NASA detects Signs of Water in a distant Neptune Sized Planet

Scientists have detected “a strong water signature” in the atmosphere of a distant Neptune-sized planet called HAT-P-26b. The study conducted using NASA’s Hubble and Spitzer space telescopes has showed that  HAT-P-26b has a primitive atmosphere composed almost entirely of hydrogen and helium. Although the planet is not a water world, its atmosphere which is relatively clear of clouds has a strong water signature.
Researchers have detected the presence of water by pooling data obtained from four transits when the planet passed in front of its host star. By studying how the signatures of the starlight changes, researchers can come up with the chemical composition of the atmosphere. The study has been published in the journal Science.


This study is one of the most detailed studies till date conducted in a planet that is roughly the size of the Neptune and close to its star. The water measured in the planet is one of the best measurement of water to date found on an exoplanet of this size. The  HAT-P-26b is located about 437 light years away.
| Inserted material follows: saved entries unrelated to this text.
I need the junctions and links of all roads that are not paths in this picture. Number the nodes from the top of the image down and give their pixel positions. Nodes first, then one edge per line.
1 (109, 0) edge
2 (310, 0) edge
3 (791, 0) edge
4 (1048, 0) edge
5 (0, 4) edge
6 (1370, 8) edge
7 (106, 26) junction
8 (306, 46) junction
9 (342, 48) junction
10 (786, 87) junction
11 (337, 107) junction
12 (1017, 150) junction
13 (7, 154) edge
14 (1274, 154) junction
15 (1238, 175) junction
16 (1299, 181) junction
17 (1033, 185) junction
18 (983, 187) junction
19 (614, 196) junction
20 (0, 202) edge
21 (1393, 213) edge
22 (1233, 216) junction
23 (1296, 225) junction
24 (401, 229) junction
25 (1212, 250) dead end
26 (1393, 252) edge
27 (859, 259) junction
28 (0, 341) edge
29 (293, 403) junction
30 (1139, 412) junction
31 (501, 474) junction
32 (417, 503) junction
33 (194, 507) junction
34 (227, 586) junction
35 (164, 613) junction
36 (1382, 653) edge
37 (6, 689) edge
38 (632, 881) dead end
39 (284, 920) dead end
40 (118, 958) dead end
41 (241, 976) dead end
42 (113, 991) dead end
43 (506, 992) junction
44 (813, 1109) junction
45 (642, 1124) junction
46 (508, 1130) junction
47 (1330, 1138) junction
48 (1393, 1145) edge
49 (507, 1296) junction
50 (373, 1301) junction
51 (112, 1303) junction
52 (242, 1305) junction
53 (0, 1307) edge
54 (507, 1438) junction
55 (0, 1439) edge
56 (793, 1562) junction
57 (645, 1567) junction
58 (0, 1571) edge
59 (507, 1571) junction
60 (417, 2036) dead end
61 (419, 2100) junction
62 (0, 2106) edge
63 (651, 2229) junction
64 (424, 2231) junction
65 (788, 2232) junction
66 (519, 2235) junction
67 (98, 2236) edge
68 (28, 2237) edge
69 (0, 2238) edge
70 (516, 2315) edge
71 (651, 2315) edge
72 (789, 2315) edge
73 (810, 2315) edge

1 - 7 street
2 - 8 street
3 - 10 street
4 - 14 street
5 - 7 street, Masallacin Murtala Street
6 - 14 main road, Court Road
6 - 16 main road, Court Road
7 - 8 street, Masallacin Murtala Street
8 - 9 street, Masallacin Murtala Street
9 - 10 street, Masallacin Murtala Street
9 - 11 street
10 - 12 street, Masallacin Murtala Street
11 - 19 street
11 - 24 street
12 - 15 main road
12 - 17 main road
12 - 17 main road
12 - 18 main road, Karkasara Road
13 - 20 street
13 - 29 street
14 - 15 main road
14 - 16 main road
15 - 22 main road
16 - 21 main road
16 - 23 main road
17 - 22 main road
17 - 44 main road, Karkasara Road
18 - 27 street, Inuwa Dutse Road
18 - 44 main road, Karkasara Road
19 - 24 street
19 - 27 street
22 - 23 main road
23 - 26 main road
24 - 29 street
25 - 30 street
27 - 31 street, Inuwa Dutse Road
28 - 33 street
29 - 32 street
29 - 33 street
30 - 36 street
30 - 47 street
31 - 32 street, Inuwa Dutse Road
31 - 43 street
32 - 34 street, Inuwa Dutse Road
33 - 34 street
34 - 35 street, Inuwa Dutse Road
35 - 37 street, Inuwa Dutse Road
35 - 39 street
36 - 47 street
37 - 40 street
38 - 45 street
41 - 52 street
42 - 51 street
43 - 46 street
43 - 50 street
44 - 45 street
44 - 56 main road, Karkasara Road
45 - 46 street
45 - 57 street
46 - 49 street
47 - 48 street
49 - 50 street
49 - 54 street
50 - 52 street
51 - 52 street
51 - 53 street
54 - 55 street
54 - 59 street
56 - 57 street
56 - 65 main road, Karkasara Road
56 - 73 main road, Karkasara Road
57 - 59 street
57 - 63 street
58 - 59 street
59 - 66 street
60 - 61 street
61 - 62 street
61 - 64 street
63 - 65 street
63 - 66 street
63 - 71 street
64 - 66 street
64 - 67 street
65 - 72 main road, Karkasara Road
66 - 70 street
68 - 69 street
The significance of the study lies in the fact that it would help in understanding more about the birth and development of planetary systems.
The data obtained will also come handy in estimating the HAT-P-26b’s metallicity, which is an indication of composition of elements heavier than hydrogen and helium. The planet’s metallicity was found to be about 4.8 times that of the Sun. It would help in understanding the planet formation.